## [Task to carry out]
Look through the entries for the string "pinky" and copy every line where it shows up.

══════════

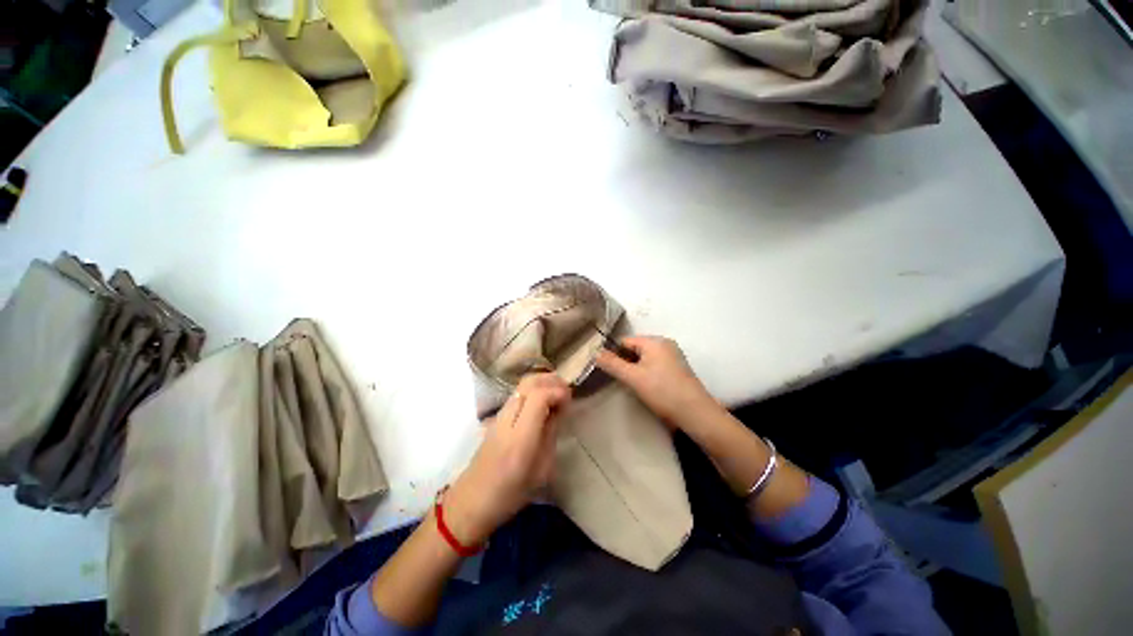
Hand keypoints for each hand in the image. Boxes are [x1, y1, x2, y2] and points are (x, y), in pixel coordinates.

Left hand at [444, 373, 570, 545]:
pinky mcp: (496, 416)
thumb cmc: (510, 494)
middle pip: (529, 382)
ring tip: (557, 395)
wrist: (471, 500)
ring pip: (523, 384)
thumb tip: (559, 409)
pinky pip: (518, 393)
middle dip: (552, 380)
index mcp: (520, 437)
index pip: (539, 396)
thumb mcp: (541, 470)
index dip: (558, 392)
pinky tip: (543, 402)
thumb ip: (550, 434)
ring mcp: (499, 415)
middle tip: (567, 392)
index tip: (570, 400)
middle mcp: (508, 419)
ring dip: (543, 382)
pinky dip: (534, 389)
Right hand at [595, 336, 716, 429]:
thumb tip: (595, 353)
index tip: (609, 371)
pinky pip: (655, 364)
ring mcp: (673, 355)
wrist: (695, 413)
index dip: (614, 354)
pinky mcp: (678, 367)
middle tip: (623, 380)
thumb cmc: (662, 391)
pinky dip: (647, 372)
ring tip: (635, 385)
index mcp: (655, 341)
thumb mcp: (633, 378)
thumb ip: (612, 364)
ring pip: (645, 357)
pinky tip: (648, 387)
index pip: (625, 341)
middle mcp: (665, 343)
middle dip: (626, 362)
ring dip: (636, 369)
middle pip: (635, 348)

══════════

## [Completed exercise]
pinky mcp: (496, 416)
pinky pip: (518, 393)
pinky tip: (543, 402)
pinky dip: (534, 389)
pinky pip: (655, 364)
pinky mcp: (678, 367)
pinky dip: (647, 372)
pinky tip: (648, 387)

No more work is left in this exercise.